All of this from a political dead man.
The week before, Biden, having never won a single primary in his third run for the White House, stood on stage at the Gaillard Center in Downtown Charleston with five other candidates; all of whom were more viable than he. The presumptive front runner throughout the summer, Biden was a no show in the first three primaries. Sanders had millions of dollars, an impressive ground game built from his 2016 run, and rabid rallies, not to mention three wins in his pocket. He was the clear front runner now. Biden was broke, looked old, confused, and beaten. Even Capitol Hill Republicans and Trump loyalists stopped mentioning his son and Burisma and figured they’d dodged the threat that got the President impeached in the first place.
Then something completely unsuspected happened. Biden held his own in the debate, appearing as the adult in the room and making timely quips about the furious cluster of shouting candidates around him. At one point he stopped speaking when his ninety seconds were up and calmly uttered, “Why do I stop when my time is up, no one else up here does?” Even his opponents chuckled. “Must be my Catholic upbringing,” he said. Then he got a little ornery. He started remembering the annoying, loudmouthed Irishman that people both adored and despised in the Senate. He pointed his finger. He did some shouting. He occasionally made sense.

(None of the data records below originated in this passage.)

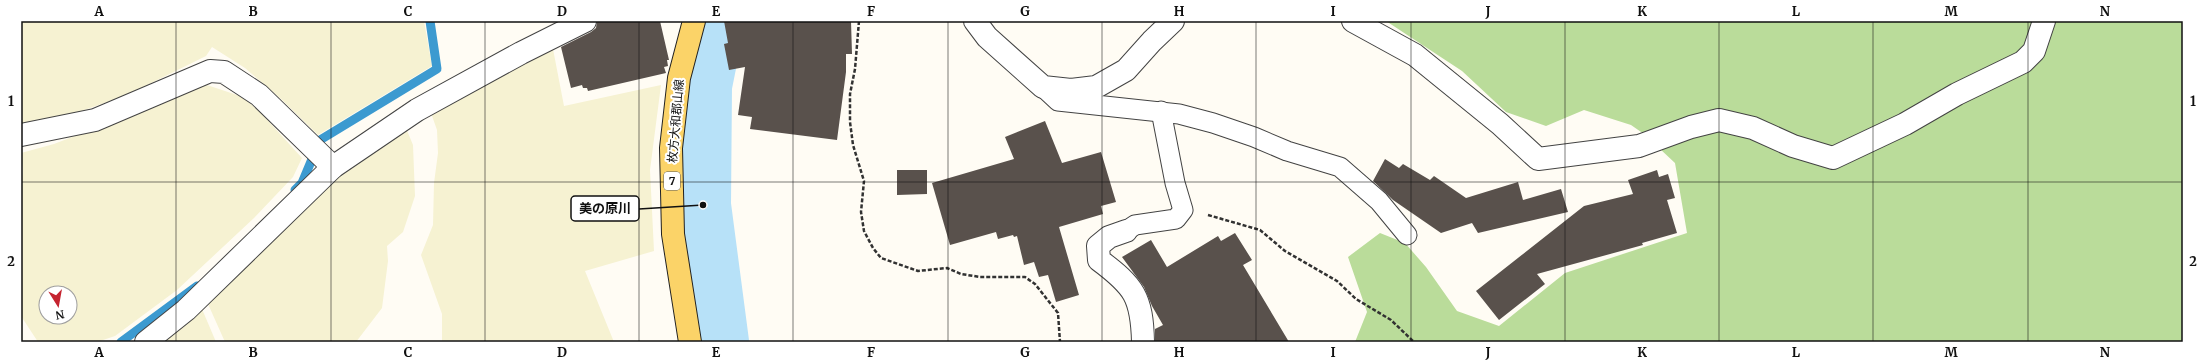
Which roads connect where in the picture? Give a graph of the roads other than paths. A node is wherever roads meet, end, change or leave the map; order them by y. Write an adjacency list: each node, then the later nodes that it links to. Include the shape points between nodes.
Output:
1 (585, 21): 10 (street, via 417,110)
2 (694, 21): 14 (main road, 枚方大和郡山線 / 7, via 679,78 671,148 673,234)
3 (975, 21): 7 (street, via 987,38)
4 (1173, 21): 7 (street, via 1152,40 1126,70 1096,87 1071,90)
5 (1352, 21): 6 (street, via 1415,55 1500,124 1538,160 1640,146 1690,127 1719,120 1753,128 1793,146 1833,158 1905,124 1957,94 2023,62 2034,51)
6 (2044, 21)
7 (1043, 87): 8 (lane, via 1058,101)
8 (1161, 111): 11 (lane, via 1183,210 1176,219 1135,225); 12 (lane, via 1213,123 1287,151 1340,167 1379,201)
9 (21, 135): 10 (street, via 94,120 210,71 224,72 259,95)
10 (333, 167): 13 (street, via 186,310)
11 (1126, 231): 15 (street, via 1109,237 1098,246 1099,260 1117,273 1131,288 1140,304)
12 (1407, 235)
13 (146, 342)
14 (690, 342)
15 (1143, 342)

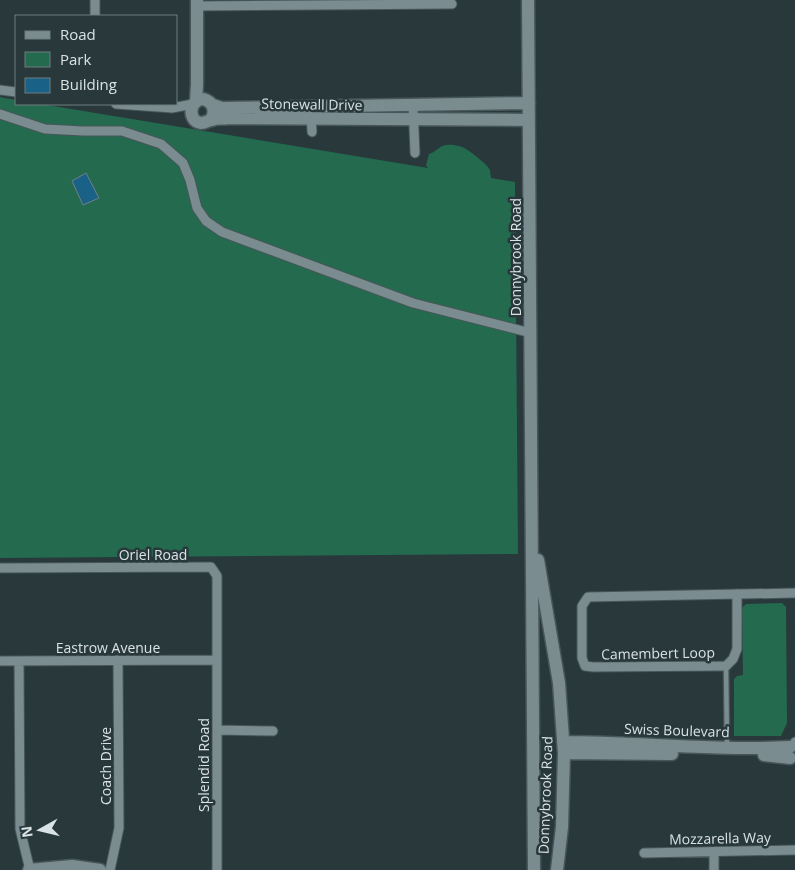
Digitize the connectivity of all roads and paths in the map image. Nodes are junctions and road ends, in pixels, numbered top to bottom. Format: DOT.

Something else fortuitous, some might say magical, happened on a similar stage the week before. Elizabeth Warren took the opportunity of Michael Bloomberg’s first ever presidential debate in Nevada to relentlessly eviscerate him. It was a bloodbath of personal, business, and political proportions. And suddenly the moderate alternative to Sanders, as Biden lie in ruins, was unmasked as a stuttering dolt who looked like he showed up at the wrong event. The millions he spent on adds that vaulted him in mere weeks to twenty percent in national polls withered to low single digits in days.
When the SC debate was over, while Bloomberg was still being widely mocked as a paper tiger, Biden received condescending praise from pundits. But it appeared at the time that all the debate did was give supporters a reason to hold their noses and vote for him, allow him to get at least one slim victory before he bowed out gracefully, and pulled the final curtain down on the Obama legacy.
Those people were mostly African-American. Some were contemplating Bloomberg, but no more. And they came out in South Carolina in large numbers that Saturday for Joe Biden. He gathered nearly fifty-percent of the vote, despite a veritable horde on the ballot. Thanks in large part to perennial congressman Jim Clyburn, who is to SC what Ted Kennedy once was to Massachusetts, without all the drunken buffoonery and murder. Clyburn, a no-nonsense, astute political thinker, told Biden and then the press he was impressed that his friend Joe found his voice, because up until then he had been a joke: no organization, half-ass operatives, weak stump speeches, and off-kilter TV appearances. He told him in no short order to get his shit together and he would endorse him, then he would carry the state and be reborn.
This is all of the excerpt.